Prepare crust according to favorite recipe (which may involve baking the crust), and then let adjust to room temperature.

Whip cream cheese until fluffy, which is easiest to do with a hand mixer or stand mixer.

Slowly add sugar (or Splenda sugar substitute), peanut butter, and butter. The reason to add this slowly is to ensure even distribution and prevent clouds of sugar.

In another bowl, combine the whipping cream and vanilla extract, and whip until firm. We find that if the bowl for the whipped cream is chilled first, we get better results. An easy way to chill a bowl is to put a cup of crushed ice in the bowl along with a half cup (no need to be exact) of water, and then swish it about until the bowl is nice and cold. Then dump out the ice water and dry the inside of the bowl with a towel before pouring in the whipping cream and vanilla extract.

Blend 1/3 of whipped cream into peanut butter mixture – it’s okay to be rough in for that first third.

Fold the peanut butter mixture into remaining whipped cream (or vice versa – the whipped cream into the peanut butter mixture) gently until thoroughly incorporated.

Fill the pie crust, smoothing top. Chill. This will result in a rather firm pie filling.

Once the pie filling is nice and firm, get out a double boiler, fill with a bit of water, and heat the double boiler.

Combine the chocolate, butter, and oil in top of the double boiler until chocolate melts. Cool slightly. Spread chocolate on cooled peanut butter filling. Start at center and work out. Sprinkle top with peanuts, chill pie thoroughly.

The Chocolate Peanut Butter Pie described above may serve 10-12 people if they take small slices. For our family of four, we have found that the pie is so rich that it lasts us at least a couple of days of nibbling.

One additional suggestion for serving would be to make up extra whipped cream to eat with the pie, as it helps balance out the rich flavor and density of the peanut butter filling and chocolate topping. To make the whipped cream, use a 16 oz. container of whipping cream, add one packet of vanilla Splenda and one packet of normal Splenda (or, if you’re into sugar, a table spoon of sugar and a teaspoon of vanilla extract), and whip it up in a chilled bowl as described above.


Nov 11 2009

Hot Spicy Buttered Almonds

November 11th, 2009 at 3:24 pm (AST) by Jake Richter

I’m a crunchy nuts sort of guy. Not much into chewy, soggy, or stale nuts. So when I discovered last week that I had a bag of stale almonds sitting around, I decided to tried and pep them up. First thing I did was try and dry roast them in a non-stick pan. That helped a bit, but not enough. I then thought of Julia Child and added butter to the pan. And then I added some creole seasoning (which adds salt as well as spice) and for good measure, some spicy Sriracha sauce. I let that saute for a while on medium-low heat until the butter/spice mixture was sizzling nicely and all the almonds were well cooked and then took it off the stove to let cool. The result was excellent. Addictively so. We finished the whole batch that night.
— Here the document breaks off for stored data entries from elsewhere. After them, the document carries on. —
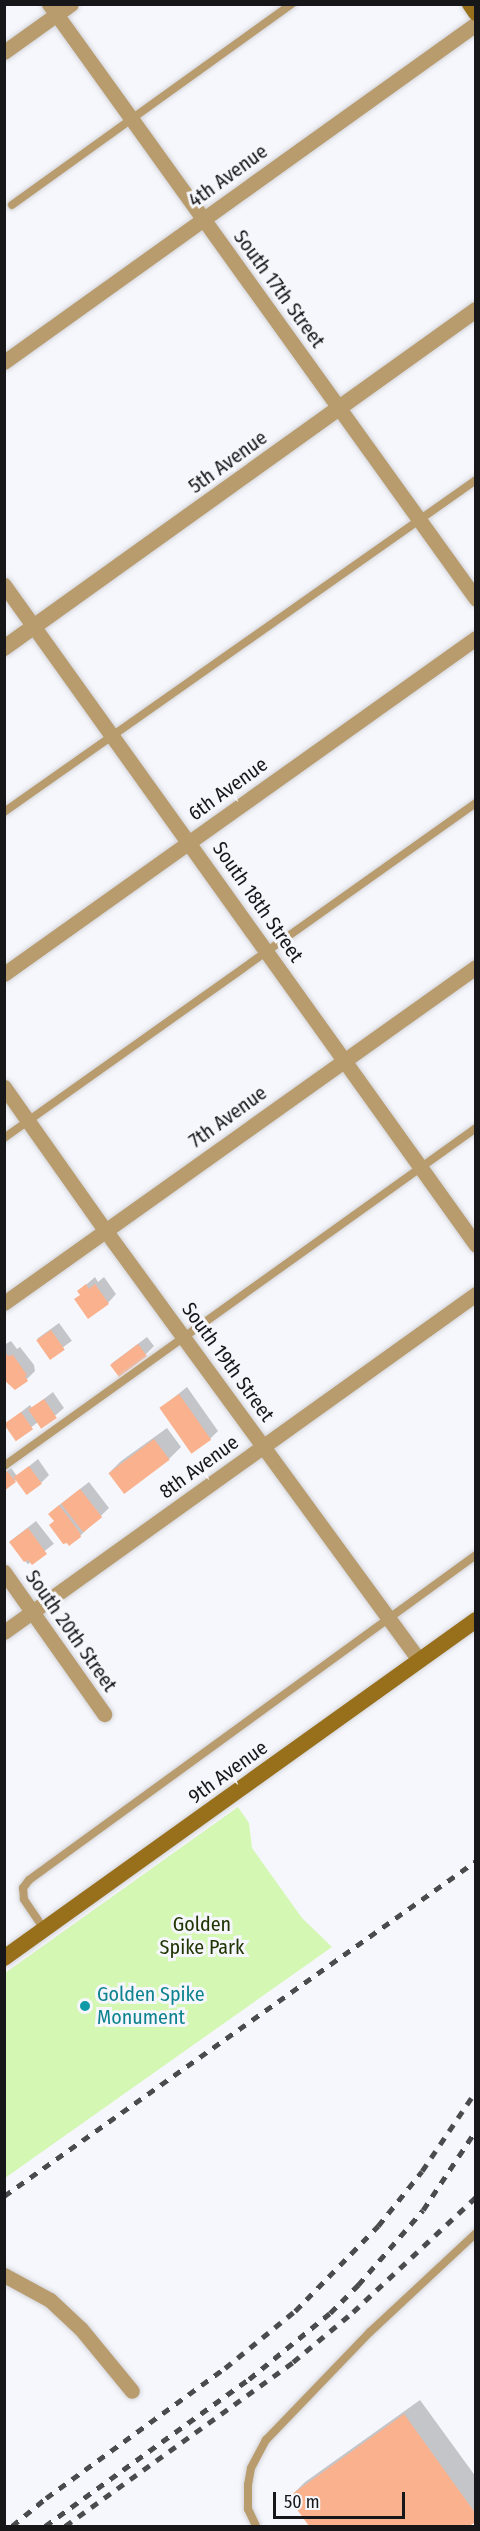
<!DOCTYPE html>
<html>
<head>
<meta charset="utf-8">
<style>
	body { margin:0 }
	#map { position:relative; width:480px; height:2531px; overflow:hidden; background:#f6f7fc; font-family:"Fira Sans Condensed",sans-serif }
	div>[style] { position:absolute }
	.green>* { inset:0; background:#d5f7b4 }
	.shadow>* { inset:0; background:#0003; transform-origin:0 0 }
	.building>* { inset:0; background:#fab18d; transform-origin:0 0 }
	.roads { filter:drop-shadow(0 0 2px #d2d3d8) drop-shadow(0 0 2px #d2d3d8) }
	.service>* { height:8px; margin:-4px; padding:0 4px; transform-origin:4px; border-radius:4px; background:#b89c6d }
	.minor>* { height:15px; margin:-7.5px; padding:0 7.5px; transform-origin:7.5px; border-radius:7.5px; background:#b89c6d }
	.tertiary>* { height:16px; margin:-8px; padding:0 8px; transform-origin:8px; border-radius:8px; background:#b89c6d }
	.secondary>* { height:16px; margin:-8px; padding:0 8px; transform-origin:8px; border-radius:8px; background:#986f1b }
	.rail>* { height:4.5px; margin-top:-2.25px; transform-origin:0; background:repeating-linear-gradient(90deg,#4a4b4d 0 8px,transparent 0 16px) }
	.dots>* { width:16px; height:16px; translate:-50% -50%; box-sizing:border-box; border:3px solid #f6f7fc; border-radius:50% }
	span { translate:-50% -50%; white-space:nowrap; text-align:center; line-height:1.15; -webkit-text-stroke:6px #f6f7fc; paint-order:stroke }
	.street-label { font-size:20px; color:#171719 }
	.park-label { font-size:20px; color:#203503 }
	.culture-label { font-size:20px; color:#0d838f }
	.left { translate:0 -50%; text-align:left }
	.frame { position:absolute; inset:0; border:6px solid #171719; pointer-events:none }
	.scale { position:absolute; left:273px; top:2492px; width:132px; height:27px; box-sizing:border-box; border:3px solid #171719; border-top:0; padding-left:8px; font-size:18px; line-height:21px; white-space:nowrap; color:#171719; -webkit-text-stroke:4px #f6f7fc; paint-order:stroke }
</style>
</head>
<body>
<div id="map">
	<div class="green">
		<div style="clip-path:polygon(238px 1807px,249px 1823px,252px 1848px,302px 1918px,332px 1947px,5px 2178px,5px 1973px)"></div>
	</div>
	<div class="shadow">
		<div style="clip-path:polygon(95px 1277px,98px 1282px,104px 1277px,116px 1294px,108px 1303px,81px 1294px,79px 1291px)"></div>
		<div style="left:59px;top:1323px;width:22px;height:27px;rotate:54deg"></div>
		<div style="clip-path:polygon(147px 1337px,154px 1346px,146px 1354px,111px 1364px)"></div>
		<div style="clip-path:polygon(11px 1341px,17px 1349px,20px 1347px,34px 1365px,35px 1371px,27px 1379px,4px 1377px,4px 1345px)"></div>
		<div style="clip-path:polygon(187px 1387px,218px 1431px,210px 1439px,161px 1408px)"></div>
		<div style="clip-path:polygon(53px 1392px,64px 1408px,42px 1427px,38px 1422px,16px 1439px,6px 1424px,30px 1405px,32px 1408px)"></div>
		<div style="clip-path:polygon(167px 1428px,181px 1447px,169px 1459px,109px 1473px,121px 1461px)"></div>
		<div style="clip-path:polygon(38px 1459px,49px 1475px,41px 1483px,17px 1479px,15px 1481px,4px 1473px,11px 1468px,17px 1476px)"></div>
		<div style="clip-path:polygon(89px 1482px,109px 1508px,80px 1536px,55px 1520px,58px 1506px)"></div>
		<div style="left:36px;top:1521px;width:29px;height:33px;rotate:52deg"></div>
		<div style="clip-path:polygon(420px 2400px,476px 2477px,476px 2520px,466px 2526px,311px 2526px,290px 2497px,305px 2482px)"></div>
	</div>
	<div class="building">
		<div style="clip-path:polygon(86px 1284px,89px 1289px,95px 1284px,109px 1304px,88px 1319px,74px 1299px,80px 1295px,77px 1291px)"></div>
		<div style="left:51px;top:1330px;width:24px;height:18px;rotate:55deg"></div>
		<div style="left:138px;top:1344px;width:15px;height:35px;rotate:53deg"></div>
		<div style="clip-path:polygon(4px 1351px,8px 1356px,13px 1355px,27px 1375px,25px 1376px,28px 1381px,15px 1390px,4px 1380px)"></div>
		<div style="left:179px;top:1394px;width:56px;height:24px;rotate:55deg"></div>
		<div style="left:44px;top:1399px;width:23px;height:19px;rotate:56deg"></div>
		<div style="left:21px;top:1412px;width:21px;height:21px;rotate:55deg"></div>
		<div style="left:154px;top:1439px;width:26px;height:57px;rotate:53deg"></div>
		<div style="left:29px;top:1466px;width:22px;height:19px;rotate:54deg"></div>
		<div style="clip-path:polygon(7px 1471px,16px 1482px,4px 1491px,4px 1472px)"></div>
		<div style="left:80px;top:1489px;width:36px;height:24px;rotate:52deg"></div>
		<div style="clip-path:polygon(59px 1505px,80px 1533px,81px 1537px,69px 1546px,67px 1543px,63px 1544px,49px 1525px,54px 1521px,48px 1514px)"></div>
		<div style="clip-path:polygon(28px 1528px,47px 1554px,32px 1565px,28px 1560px,24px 1562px,9px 1542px)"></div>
		<div style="clip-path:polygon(404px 2414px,476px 2514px,476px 2522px,469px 2526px,309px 2526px,288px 2497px)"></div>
	</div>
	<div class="roads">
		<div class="service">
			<div style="left:12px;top:205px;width:345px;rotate:-35.7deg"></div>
			<div style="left:4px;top:812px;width:577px;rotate:-35.12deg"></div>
			<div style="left:4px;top:1138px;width:579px;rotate:-35.37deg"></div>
			<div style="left:4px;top:1466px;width:581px;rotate:-35.61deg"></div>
			<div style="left:44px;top:1929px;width:36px;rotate:-124deg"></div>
			<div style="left:24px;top:1899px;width:11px;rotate:-95deg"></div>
			<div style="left:23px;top:1888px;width:10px;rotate:-53deg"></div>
			<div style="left:29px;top:1880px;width:553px;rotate:-36.02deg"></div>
			<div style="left:256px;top:2526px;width:19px;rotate:-115deg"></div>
			<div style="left:248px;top:2509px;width:24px;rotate:-90deg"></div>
			<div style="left:248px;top:2485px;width:17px;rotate:-80deg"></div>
			<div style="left:251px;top:2468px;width:32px;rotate:-62deg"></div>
			<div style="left:266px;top:2440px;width:150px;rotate:-46.1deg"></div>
			<div style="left:370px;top:2332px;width:145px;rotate:-43deg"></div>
		</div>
		<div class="minor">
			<div style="left:49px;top:4px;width:732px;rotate:54.33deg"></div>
			<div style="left:4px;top:52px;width:82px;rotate:-35.6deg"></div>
			<div style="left:4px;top:362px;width:581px;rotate:-35.61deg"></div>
			<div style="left:4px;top:585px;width:811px;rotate:54.43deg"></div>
			<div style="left:4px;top:974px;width:579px;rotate:-35.45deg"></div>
			<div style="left:4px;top:1087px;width:175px;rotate:54.8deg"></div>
			<div style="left:105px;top:1230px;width:532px;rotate:53.86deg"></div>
			<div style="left:4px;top:1303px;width:579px;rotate:-35.45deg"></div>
			<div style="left:4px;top:1572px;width:174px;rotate:54.8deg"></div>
			<div style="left:4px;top:1632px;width:581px;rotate:-35.61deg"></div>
			<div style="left:4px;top:2275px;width:52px;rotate:28.5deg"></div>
			<div style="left:50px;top:2300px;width:42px;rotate:43.1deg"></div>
			<div style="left:81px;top:2329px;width:80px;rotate:50.6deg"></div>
		</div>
		<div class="tertiary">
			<div style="left:4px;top:648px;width:581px;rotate:-35.61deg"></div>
		</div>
		<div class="secondary">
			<div style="left:470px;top:4px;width:11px;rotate:56deg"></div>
			<div style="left:4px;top:1958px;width:581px;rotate:-35.61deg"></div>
		</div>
	</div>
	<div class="rail">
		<div style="left:4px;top:2196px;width:579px;rotate:-35.37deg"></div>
		<div style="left:12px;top:2526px;width:44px;rotate:-39.5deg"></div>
		<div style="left:46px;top:2498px;width:221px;rotate:-36deg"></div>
		<div style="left:225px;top:2368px;width:90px;rotate:-39.2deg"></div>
		<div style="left:295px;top:2311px;width:119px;rotate:-45.7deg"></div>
		<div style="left:378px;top:2226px;width:70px;rotate:-51.3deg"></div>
		<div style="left:422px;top:2171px;width:97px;rotate:-56deg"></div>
		<div style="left:45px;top:2526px;width:251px;rotate:-35.8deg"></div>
		<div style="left:249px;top:2379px;width:104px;rotate:-39.2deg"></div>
		<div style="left:330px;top:2313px;width:40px;rotate:-45deg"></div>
		<div style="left:358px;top:2285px;width:99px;rotate:-49.1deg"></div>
		<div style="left:423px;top:2210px;width:96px;rotate:-56.5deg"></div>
		<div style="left:65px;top:2526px;width:281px;rotate:-35.7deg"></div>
		<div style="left:293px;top:2362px;width:78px;rotate:-39.8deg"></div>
		<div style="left:353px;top:2312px;width:168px;rotate:-43.1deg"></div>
	</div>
	<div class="dots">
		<div style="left:85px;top:2006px;background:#0f9aa8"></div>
	</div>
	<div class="street-label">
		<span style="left:228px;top:176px;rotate:-36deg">4th Avenue</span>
		<span style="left:279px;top:289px;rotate:54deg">South 17th Street</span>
		<span style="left:228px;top:462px;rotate:-36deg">5th Avenue</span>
		<span style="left:228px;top:789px;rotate:-36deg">6th Avenue</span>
		<span style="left:258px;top:902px;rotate:55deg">South 18th Street</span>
		<span style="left:228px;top:1117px;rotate:-36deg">7th Avenue</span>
		<span style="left:228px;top:1362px;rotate:54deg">South 19th Street</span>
		<span style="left:199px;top:1467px;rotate:-36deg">8th Avenue</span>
		<span style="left:71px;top:1631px;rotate:55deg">South 20th Street</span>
		<span style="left:228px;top:1772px;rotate:-36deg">9th Avenue</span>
	</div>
	<div class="park-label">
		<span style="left:202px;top:1936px">Golden<br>Spike Park</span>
	</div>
	<div class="culture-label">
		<span class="left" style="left:97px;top:2006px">Golden Spike<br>Monument</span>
	</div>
	<div class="frame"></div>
	<div class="scale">50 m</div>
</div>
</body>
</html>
Tony Chachere's Creole Seasoning and Sriracha sauce

Tony Chachere's Creole Seasoning and Sriracha sauce

To recreate the result, here’s a recipe I developed. Note that I typically eye ball ingredient amounts and then supplement if needed. As such all measurements here are merely suggestions, not hard and fast rules.

Ingredients:

  • 1 tablespoon of Butter
  • 1 tablespoon of Tony Chachere’s Original Creole Seasoning (or equivalent)
  • 1 tablespoon of sriracha sauce (or you can try an Indonesian sambal, like sambal brandal or sambal manis)
  • 1 cup of unsalted almonds

Cooking:

Whole natural almonds, although unsalted roasted can be used too

Whole natural almonds, although unsalted roasted can be used too

If the almonds you have are natural almonds (as pictured above) you will want to dry roast them for a while. The easiest way I have found to do that is by putting the almonds in a non-stick pan and cooking them at low heat, stirring them regularly until they brown up a bit. If you’re starting with unsalted roasted almonds, just warm them up.

Add the creole seasoning to the hot almonds and distribute well. If you add it after the butter, it tends to clump up.

Add the butter to the pan with the almonds and turn up the temperature a bit – perhaps to halfway between low and medium, and let melt and sizzle for a bit. Don’t let the butter get too hot and start to brown or burn though.

Add the sriracha sauce evenly while stirring the pan. Let it cook for a few minutes until you get that nice spicy hot fragrance filling your kitchen. The bottom of the pan should turn a bit pasty and dark reddish brown. Take the pan off the heat, stir one last time, and let sit for 5-10 minutes. Serve into a bowl and enjoy!